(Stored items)

□ □ □ □

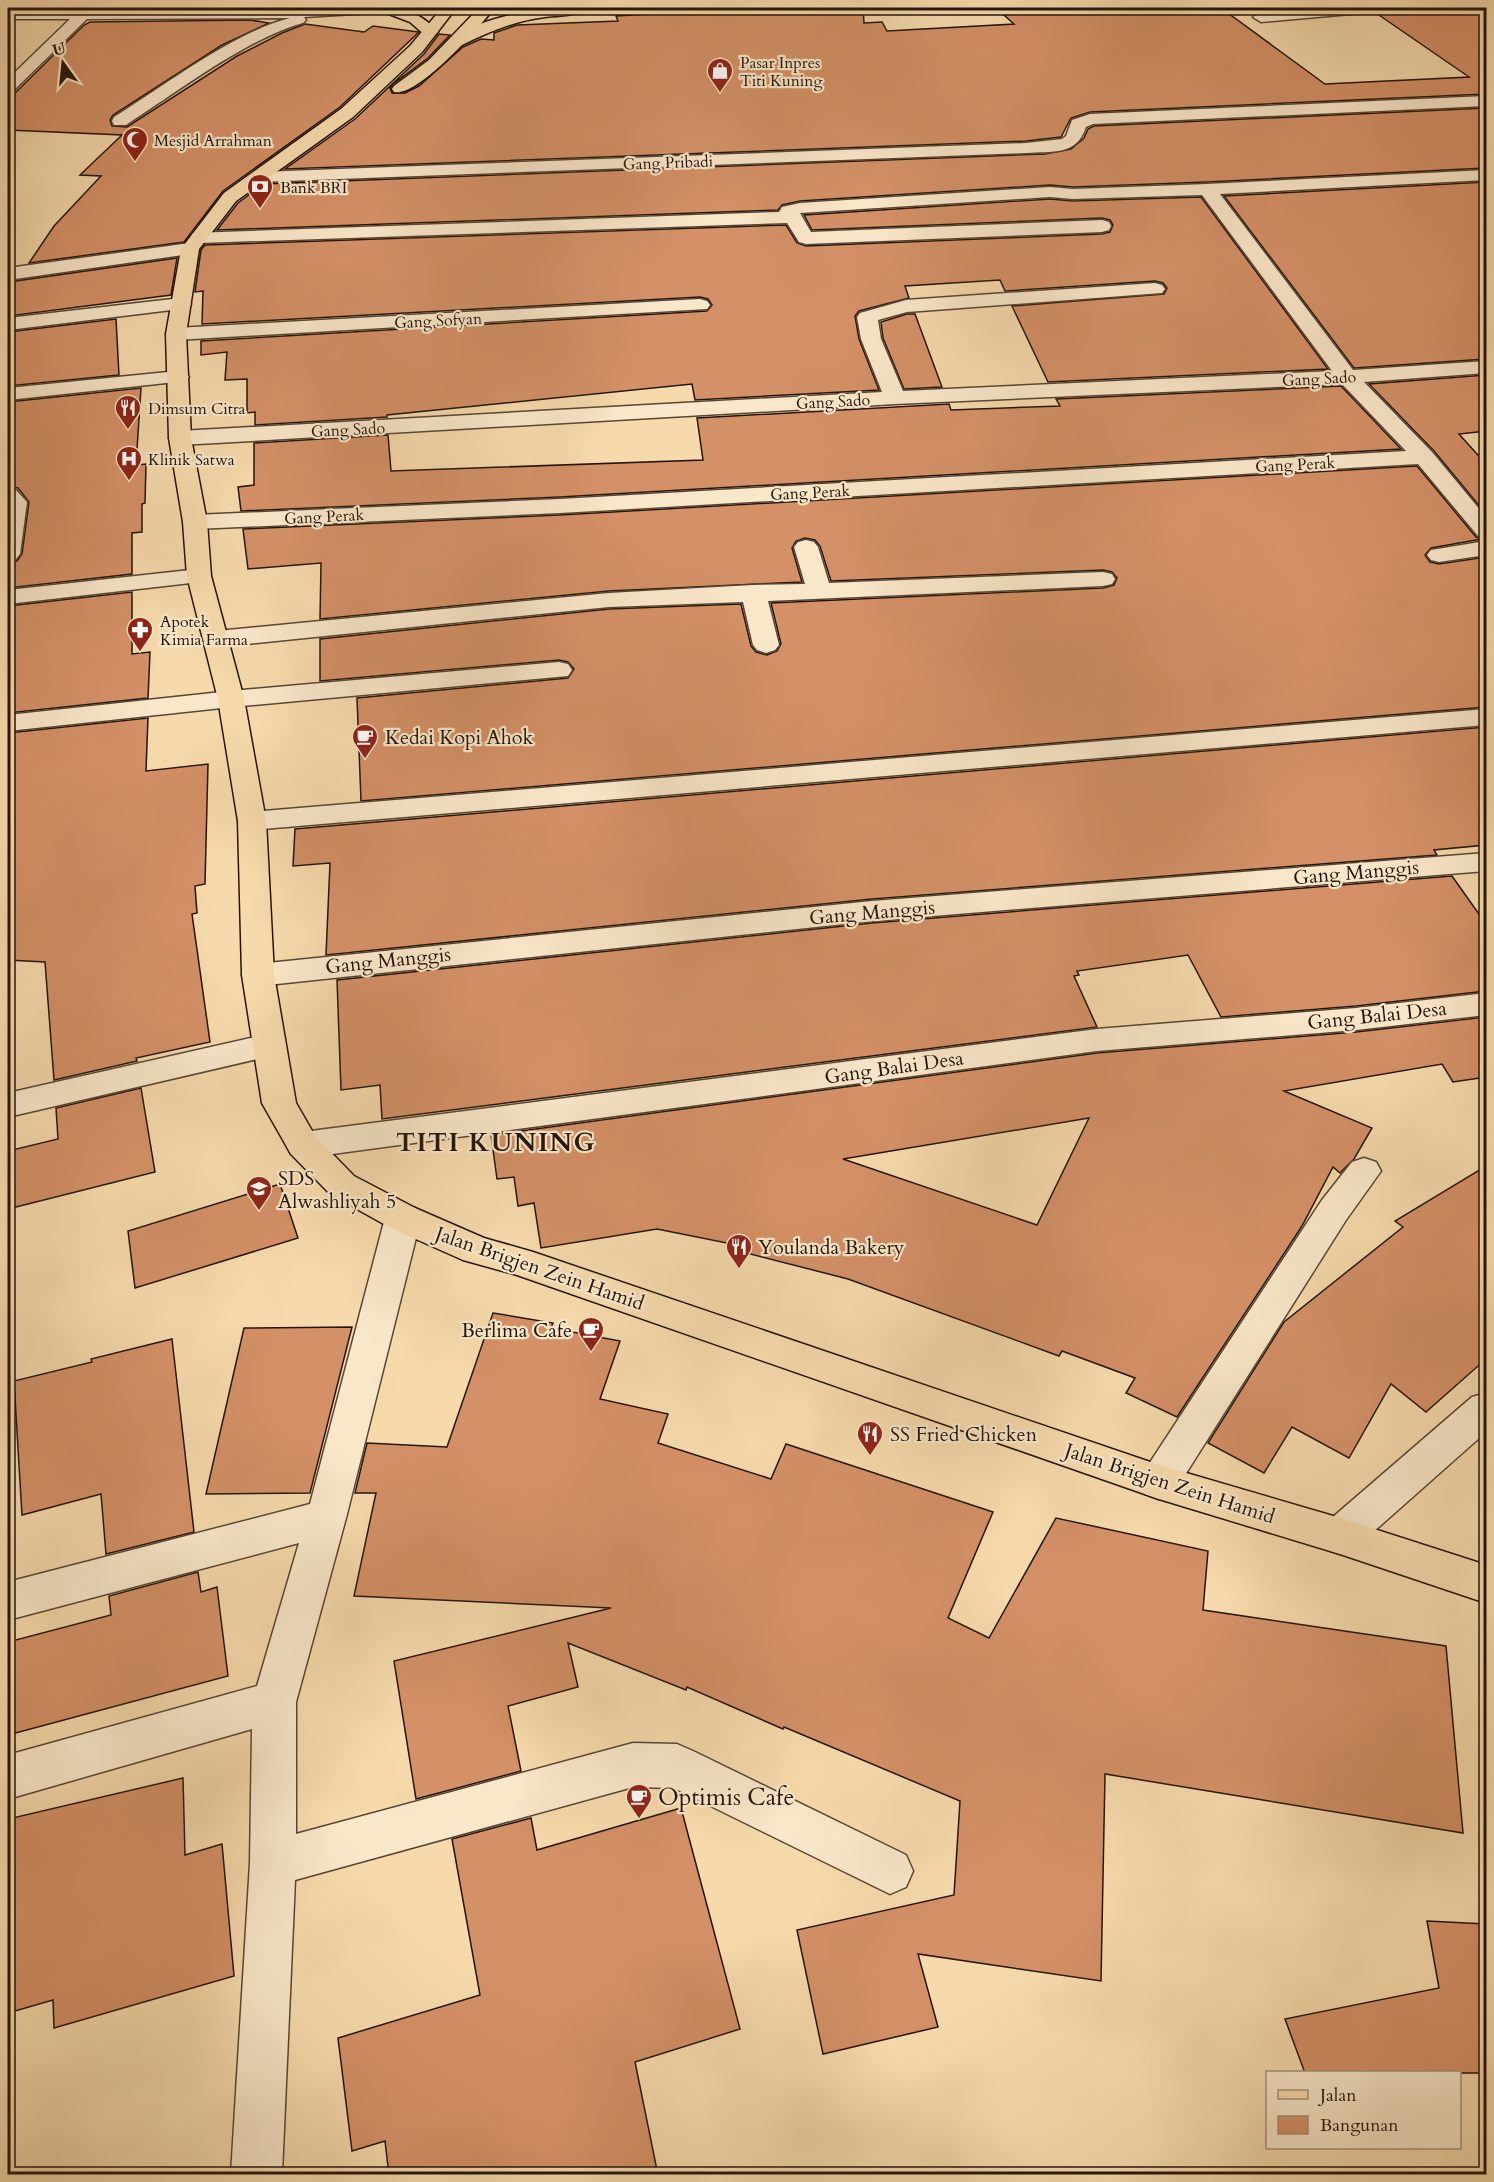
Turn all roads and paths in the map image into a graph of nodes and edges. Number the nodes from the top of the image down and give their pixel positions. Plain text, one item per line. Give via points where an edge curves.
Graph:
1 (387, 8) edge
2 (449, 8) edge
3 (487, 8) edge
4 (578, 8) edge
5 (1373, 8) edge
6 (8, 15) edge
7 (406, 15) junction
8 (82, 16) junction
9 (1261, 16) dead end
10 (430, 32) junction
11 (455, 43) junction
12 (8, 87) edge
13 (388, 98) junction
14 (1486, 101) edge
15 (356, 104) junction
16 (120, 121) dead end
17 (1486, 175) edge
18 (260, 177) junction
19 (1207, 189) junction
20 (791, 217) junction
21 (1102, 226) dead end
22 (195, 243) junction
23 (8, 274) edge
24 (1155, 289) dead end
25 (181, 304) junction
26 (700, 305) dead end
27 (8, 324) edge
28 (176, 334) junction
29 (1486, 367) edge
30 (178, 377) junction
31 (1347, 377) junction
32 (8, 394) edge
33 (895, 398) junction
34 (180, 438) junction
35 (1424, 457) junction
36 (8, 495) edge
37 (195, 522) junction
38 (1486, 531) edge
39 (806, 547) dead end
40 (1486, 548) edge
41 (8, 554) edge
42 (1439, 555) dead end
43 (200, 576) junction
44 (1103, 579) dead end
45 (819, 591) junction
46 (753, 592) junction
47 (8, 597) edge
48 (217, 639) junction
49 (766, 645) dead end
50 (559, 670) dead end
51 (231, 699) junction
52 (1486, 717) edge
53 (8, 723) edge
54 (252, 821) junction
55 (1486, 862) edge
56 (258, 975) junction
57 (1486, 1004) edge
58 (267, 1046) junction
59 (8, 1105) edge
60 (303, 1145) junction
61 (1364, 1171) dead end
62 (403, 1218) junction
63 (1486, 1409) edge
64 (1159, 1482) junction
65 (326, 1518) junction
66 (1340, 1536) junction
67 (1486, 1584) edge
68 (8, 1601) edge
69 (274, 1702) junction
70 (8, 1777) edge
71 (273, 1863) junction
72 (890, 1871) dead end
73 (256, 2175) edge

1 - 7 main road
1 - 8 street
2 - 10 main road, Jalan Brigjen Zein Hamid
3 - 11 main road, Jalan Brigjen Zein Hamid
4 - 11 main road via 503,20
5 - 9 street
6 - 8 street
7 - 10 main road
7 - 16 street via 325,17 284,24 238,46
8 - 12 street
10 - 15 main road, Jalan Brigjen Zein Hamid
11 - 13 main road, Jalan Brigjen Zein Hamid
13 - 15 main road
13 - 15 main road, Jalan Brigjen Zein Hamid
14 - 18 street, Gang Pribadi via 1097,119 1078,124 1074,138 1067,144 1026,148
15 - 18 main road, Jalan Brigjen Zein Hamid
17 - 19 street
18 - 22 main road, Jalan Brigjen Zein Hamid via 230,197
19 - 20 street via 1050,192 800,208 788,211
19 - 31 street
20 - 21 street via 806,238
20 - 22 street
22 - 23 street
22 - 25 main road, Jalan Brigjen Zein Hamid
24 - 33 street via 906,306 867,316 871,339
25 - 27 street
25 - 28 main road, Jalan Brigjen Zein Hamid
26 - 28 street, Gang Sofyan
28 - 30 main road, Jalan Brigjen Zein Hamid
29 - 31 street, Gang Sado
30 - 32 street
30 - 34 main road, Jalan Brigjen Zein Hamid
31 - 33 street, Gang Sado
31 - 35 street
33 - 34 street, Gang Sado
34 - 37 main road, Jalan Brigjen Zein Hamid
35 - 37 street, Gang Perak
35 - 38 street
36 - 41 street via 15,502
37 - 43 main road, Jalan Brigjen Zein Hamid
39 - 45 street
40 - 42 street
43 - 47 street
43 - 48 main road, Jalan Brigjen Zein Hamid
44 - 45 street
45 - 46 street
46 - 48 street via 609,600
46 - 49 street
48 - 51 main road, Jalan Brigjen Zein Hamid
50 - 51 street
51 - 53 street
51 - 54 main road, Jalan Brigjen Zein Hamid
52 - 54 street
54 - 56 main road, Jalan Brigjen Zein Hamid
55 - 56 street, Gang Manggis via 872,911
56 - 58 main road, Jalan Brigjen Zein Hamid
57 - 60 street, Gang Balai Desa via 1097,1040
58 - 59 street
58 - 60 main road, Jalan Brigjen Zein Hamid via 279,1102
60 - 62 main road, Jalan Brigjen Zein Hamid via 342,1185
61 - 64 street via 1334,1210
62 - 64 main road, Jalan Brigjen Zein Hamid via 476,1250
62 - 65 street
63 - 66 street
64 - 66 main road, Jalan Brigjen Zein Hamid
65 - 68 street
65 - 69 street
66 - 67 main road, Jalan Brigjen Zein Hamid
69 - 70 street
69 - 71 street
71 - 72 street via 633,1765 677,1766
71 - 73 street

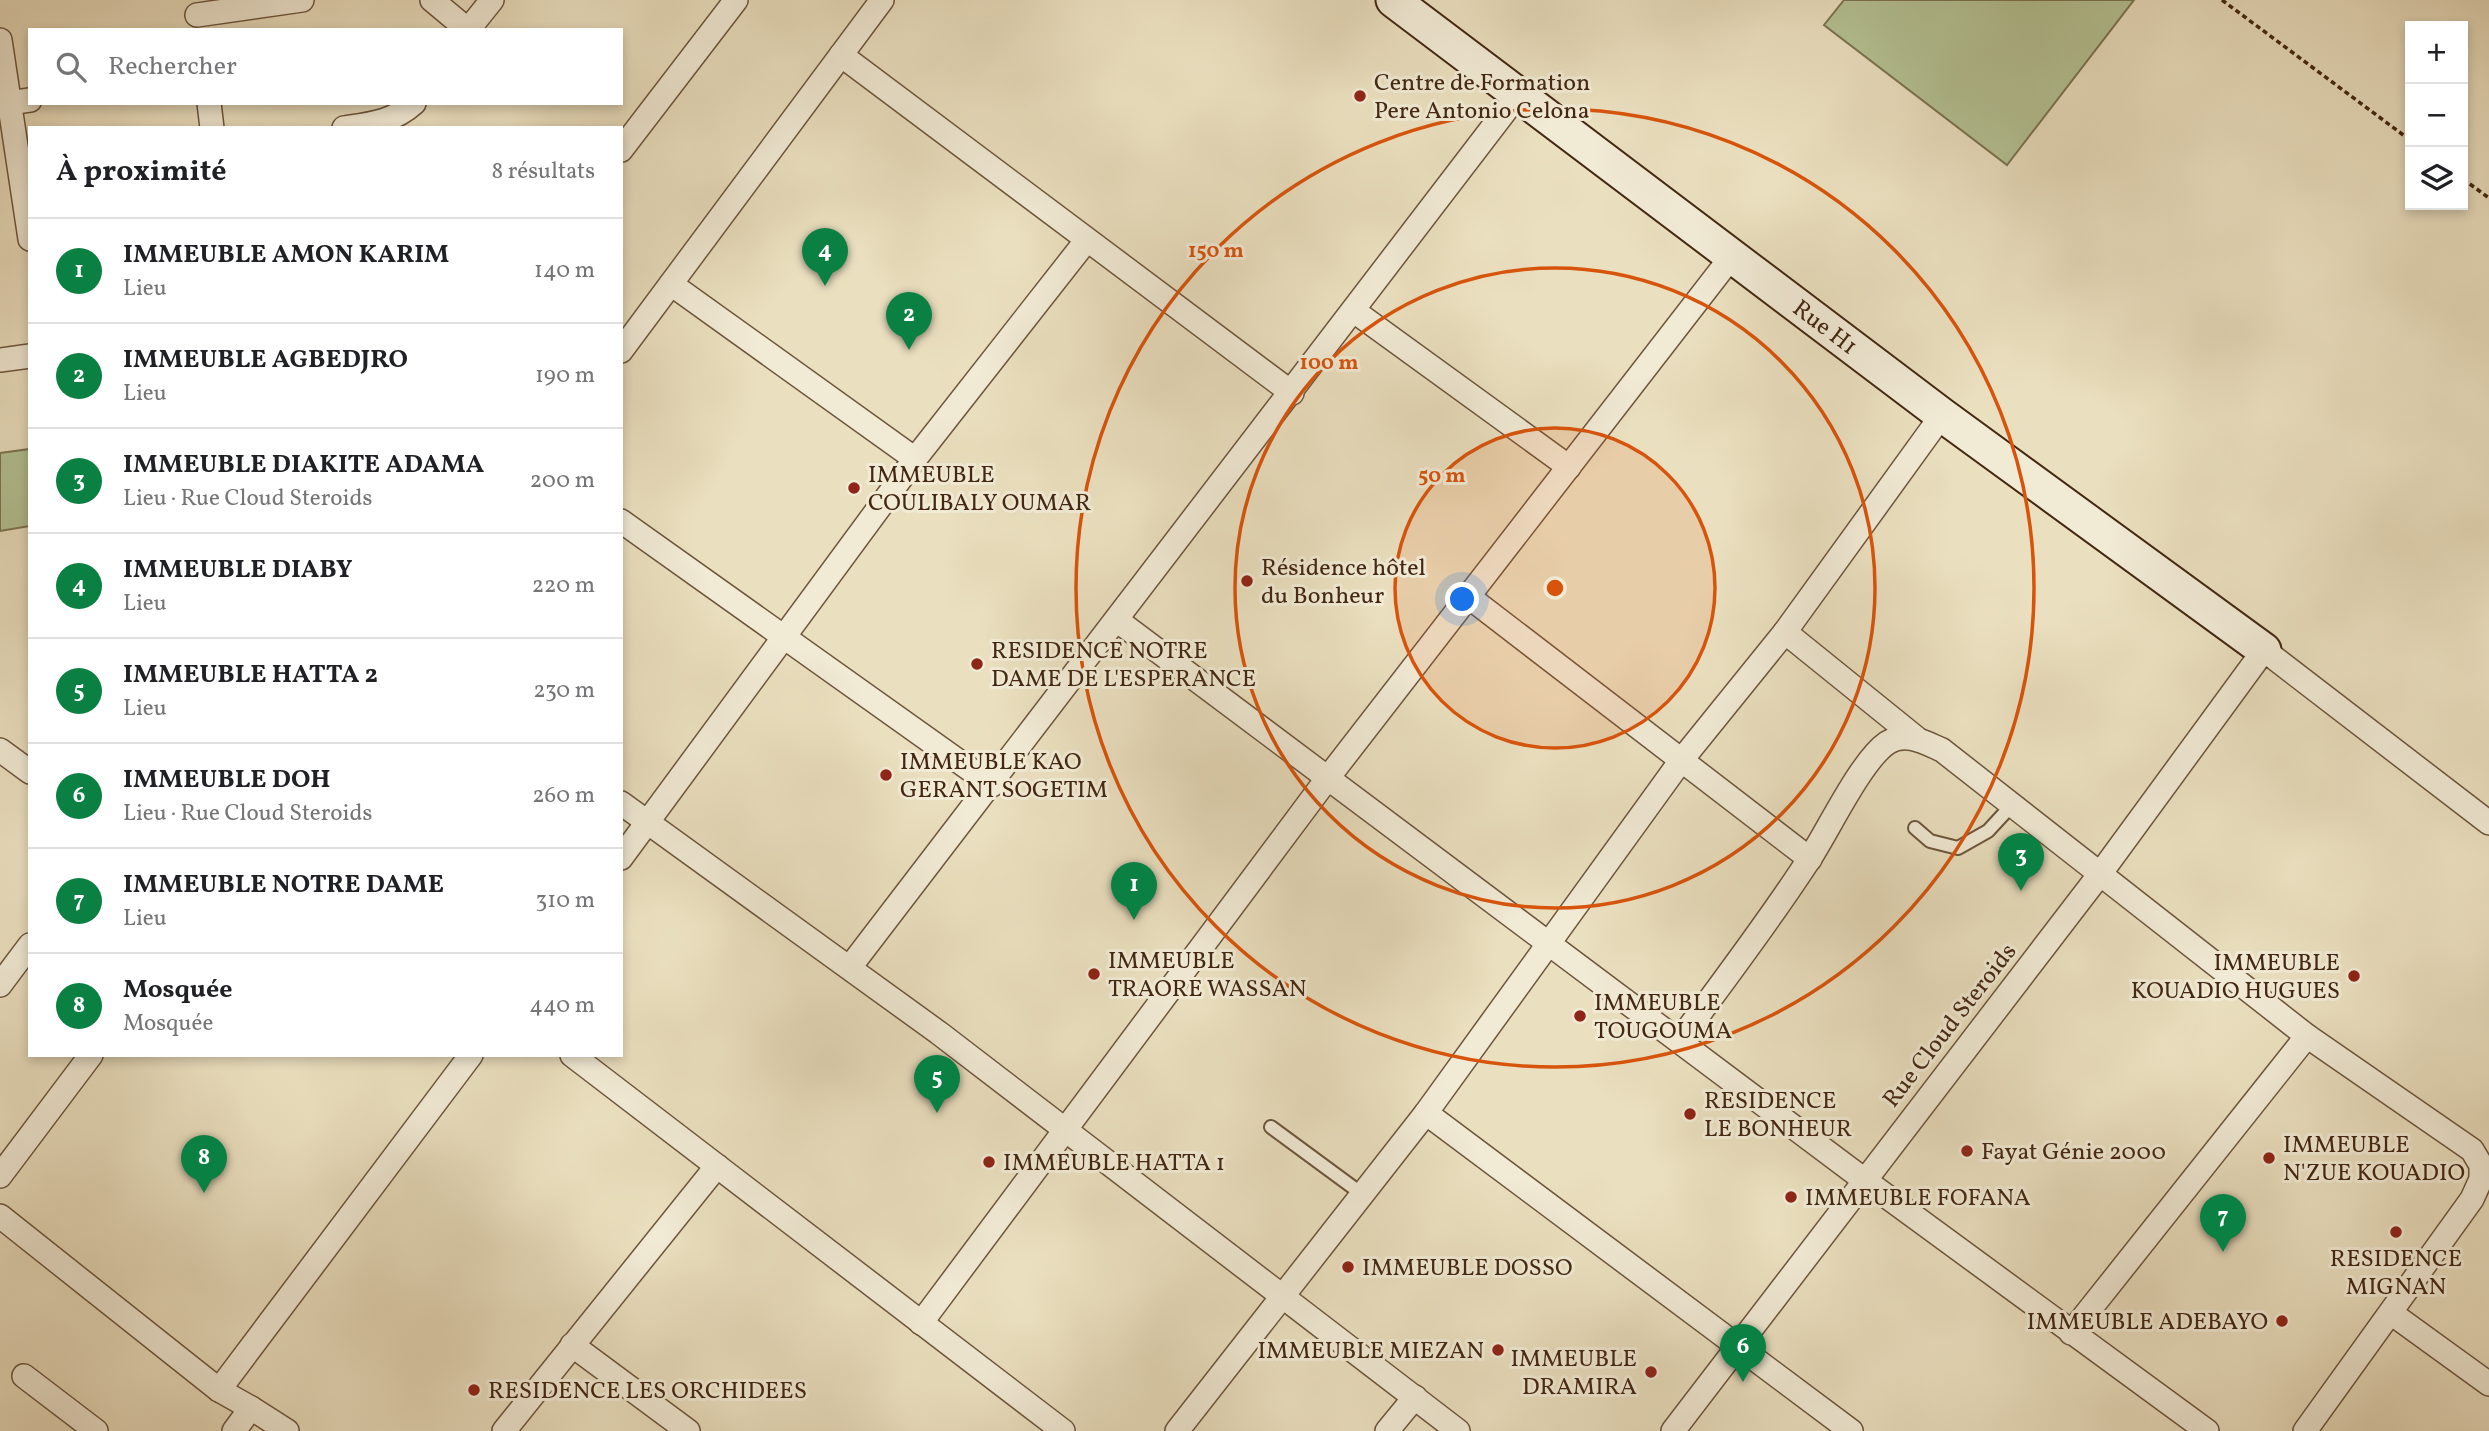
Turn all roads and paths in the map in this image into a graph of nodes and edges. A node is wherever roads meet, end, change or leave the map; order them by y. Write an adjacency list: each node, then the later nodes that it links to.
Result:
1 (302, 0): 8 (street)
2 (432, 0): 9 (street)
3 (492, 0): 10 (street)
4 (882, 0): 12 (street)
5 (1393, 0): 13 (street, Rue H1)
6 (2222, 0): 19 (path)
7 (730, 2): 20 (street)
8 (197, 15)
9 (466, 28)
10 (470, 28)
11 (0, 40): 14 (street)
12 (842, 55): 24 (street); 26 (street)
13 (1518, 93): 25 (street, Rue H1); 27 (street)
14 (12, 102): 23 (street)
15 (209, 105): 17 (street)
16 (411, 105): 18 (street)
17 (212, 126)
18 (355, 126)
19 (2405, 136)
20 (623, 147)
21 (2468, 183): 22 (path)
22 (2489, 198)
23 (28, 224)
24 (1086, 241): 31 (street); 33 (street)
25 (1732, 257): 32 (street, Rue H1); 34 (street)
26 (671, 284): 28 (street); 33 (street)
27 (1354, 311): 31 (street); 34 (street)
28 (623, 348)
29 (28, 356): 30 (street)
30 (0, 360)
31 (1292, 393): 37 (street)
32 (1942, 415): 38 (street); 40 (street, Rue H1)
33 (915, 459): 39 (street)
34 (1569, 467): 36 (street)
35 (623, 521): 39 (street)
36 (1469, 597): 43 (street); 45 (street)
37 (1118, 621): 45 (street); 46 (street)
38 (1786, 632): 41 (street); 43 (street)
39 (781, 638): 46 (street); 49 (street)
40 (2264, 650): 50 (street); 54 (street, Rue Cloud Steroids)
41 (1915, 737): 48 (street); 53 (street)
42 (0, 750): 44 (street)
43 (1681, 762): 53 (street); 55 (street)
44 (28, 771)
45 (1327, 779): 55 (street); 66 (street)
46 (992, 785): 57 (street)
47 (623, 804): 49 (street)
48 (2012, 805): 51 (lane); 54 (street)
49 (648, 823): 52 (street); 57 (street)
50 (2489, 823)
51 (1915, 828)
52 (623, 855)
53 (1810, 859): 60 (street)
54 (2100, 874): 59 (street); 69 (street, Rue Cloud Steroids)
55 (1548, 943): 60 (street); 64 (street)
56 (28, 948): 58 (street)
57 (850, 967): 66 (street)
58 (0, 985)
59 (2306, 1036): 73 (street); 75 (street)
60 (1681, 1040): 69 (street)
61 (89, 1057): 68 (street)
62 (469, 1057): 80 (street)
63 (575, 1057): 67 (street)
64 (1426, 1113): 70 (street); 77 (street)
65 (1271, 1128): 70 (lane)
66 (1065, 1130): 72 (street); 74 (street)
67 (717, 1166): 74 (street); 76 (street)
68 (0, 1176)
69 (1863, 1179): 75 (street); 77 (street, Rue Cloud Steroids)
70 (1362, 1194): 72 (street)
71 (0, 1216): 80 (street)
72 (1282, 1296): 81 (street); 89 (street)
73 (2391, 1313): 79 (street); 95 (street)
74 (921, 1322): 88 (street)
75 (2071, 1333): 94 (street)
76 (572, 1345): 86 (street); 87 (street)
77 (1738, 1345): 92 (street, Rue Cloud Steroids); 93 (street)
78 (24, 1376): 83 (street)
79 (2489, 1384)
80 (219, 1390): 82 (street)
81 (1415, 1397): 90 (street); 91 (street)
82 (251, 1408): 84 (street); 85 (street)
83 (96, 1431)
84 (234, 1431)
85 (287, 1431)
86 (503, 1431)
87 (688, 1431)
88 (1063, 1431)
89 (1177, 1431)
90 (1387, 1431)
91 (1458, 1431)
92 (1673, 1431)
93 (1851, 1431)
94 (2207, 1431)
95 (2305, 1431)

□ □ □ □

**WHAT YOU NEED TO DO:** Go through the records above, find every line with the word "edges", and list those lines.

**RESULT BELOW:**
Turn all roads and paths in the map image into a graph of nodes and edges. Number the nodes from the top of the image down and give their pixel positions. Plain text, one item per line. Give via points where an edge curves.
Turn all roads and paths in the map in this image into a graph of nodes and edges. A node is wherever roads meet, end, change or leave the map; order them by y. Write an adjacency list: each node, then the later nodes that it links to.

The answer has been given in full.